**Exercise instructions**
The answer must consist of every line from the entries below that contains the word "image".

· · ·

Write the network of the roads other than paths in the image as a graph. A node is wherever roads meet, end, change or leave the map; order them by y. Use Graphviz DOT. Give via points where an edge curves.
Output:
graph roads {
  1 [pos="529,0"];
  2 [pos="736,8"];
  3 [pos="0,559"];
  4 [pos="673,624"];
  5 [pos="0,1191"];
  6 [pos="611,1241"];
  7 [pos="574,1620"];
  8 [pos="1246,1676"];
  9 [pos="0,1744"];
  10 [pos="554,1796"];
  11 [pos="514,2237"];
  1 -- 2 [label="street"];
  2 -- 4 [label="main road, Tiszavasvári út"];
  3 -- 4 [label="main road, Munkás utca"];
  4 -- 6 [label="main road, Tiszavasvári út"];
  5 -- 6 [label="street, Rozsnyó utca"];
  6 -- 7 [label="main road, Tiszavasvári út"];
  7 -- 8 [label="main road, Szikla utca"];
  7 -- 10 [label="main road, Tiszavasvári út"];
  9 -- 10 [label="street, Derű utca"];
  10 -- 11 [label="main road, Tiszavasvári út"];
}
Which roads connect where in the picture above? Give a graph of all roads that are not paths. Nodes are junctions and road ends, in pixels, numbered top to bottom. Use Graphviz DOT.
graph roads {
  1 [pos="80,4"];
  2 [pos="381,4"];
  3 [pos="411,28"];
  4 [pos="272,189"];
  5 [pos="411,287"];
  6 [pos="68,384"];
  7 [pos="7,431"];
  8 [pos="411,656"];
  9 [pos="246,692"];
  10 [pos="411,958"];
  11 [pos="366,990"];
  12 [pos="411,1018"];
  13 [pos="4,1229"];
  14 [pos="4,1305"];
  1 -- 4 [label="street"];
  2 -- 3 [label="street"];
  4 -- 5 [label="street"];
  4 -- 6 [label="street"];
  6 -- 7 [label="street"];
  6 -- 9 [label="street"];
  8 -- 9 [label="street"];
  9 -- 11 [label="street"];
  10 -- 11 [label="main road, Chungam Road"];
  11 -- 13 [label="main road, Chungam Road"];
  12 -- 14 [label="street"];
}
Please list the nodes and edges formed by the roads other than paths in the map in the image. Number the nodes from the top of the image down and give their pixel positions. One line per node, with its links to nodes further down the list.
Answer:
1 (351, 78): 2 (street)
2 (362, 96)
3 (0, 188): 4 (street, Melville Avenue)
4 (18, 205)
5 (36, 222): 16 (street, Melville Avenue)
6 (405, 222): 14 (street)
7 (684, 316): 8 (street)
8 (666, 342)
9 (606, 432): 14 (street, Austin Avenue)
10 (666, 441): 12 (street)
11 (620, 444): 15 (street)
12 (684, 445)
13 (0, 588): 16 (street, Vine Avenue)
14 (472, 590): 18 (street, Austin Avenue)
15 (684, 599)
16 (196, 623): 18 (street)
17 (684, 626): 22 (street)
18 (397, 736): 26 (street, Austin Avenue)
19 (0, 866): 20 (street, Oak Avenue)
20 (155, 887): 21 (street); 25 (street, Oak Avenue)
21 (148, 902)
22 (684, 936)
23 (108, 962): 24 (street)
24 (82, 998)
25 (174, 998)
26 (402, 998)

· · ·

**Result for this exercise**
Write the network of the roads other than paths in the image as a graph. A node is wherever roads meet, end, change or leave the map; order them by y. Use Graphviz DOT. Give via points where an edge curves.
Please list the nodes and edges formed by the roads other than paths in the map in the image. Number the nodes from the top of the image down and give their pixel positions. One line per node, with its links to nodes further down the list.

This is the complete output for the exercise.